I take my work seriously so I can afford to take myself not too seriously—no one else does either.
It is with characteristic tongue-in-cheek, that Ira Chaudhuri makes such deprecatory comments on the significance of her work. But indeed, it is equally to protect it against mystification on the one hand and against an ‘exaltation’ into hierarchy of ‘artistic expression’, on the other. Remaining thus, within seemingly undemanding parameters she finds the freedom to explore the expectations of virtuoso that the studio potter may often be put to. She finds her expression through the innate limitation/potential of her medium rather than in spite of it. It is also admirably through the constrains of her discipline that she is able to evoke the resonance of the design of other crafts, from other cultures – significantly folk and tribal. And it is I this that her significance in contemporary studio pottery in India is singular. “I am not so cleaver with my hands as some ceramists,” she tries to account for the absence of art for virtuoso’s sake. That a ceramist’s skills are actually multiple – not just sleight of hand – is what a cross-section of her repertoire does indeed explicate. The card up Ira Chaudhuri’s sleeve is her mental agility in bringing to call inputs as varied as the traditional craftsman’s diligent skill, a chemist’s acumen in understanding materials and a visual sensibility developed in Santiniketan. She integrates these diverse resources to transgress stereotyped confines, without seeming to do so.

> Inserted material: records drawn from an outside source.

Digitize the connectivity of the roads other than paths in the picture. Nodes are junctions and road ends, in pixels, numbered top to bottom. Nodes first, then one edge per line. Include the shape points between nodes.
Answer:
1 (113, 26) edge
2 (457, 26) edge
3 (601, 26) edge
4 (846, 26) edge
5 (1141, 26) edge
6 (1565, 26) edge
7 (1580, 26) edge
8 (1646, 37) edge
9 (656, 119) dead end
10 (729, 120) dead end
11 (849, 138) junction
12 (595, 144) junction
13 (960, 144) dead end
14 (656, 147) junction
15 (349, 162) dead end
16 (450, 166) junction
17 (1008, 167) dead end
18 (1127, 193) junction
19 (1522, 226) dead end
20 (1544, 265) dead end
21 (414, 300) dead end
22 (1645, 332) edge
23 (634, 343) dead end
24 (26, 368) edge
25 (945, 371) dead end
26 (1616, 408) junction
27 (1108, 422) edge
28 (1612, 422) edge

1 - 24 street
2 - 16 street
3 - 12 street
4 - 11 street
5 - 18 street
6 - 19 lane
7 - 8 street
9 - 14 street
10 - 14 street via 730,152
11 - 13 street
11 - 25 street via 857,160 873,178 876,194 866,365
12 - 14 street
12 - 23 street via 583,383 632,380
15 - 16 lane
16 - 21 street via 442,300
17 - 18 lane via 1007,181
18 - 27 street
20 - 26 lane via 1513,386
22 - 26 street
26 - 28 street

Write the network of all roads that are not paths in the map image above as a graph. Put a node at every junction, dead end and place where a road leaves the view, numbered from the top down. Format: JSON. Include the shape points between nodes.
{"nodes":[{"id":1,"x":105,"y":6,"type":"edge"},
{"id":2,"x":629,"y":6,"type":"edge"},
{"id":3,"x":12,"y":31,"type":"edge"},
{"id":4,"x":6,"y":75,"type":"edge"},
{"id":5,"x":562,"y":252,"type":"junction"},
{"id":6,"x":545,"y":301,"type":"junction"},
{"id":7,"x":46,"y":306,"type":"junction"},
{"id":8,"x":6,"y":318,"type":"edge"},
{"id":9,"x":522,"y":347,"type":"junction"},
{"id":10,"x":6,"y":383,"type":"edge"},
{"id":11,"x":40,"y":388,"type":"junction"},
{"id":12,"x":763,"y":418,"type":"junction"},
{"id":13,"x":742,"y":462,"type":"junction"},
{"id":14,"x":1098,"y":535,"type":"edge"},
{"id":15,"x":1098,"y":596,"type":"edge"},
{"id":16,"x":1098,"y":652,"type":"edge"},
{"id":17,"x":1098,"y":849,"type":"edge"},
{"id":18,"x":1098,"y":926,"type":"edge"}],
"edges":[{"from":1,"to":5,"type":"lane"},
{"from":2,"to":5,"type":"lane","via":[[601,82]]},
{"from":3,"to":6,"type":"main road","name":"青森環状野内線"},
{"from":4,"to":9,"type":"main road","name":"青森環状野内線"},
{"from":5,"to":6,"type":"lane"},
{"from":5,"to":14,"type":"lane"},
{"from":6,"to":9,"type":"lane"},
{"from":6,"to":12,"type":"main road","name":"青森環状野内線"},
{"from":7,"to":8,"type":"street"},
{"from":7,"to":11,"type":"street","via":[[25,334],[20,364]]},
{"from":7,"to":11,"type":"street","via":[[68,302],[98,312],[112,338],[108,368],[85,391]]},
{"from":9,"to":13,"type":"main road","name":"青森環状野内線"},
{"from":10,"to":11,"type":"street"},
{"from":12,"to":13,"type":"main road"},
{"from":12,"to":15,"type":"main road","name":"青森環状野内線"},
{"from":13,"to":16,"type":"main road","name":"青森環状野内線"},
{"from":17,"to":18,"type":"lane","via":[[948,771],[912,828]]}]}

The utilitarian aspect of pottery remains Ira’s touchstone. Besides a temperamental need for the rigor that utility enforces-no exhibition of hers has been complete without a quantum of cups, pots and sets that she would like to see used-it has also given an ideational structure to her idiom. It is through the function of a pot that she reaches out to an understanding of its form; and in that way links herself to the traditions of the pottery of the past and even to the traditions of contemporary pottery in the west.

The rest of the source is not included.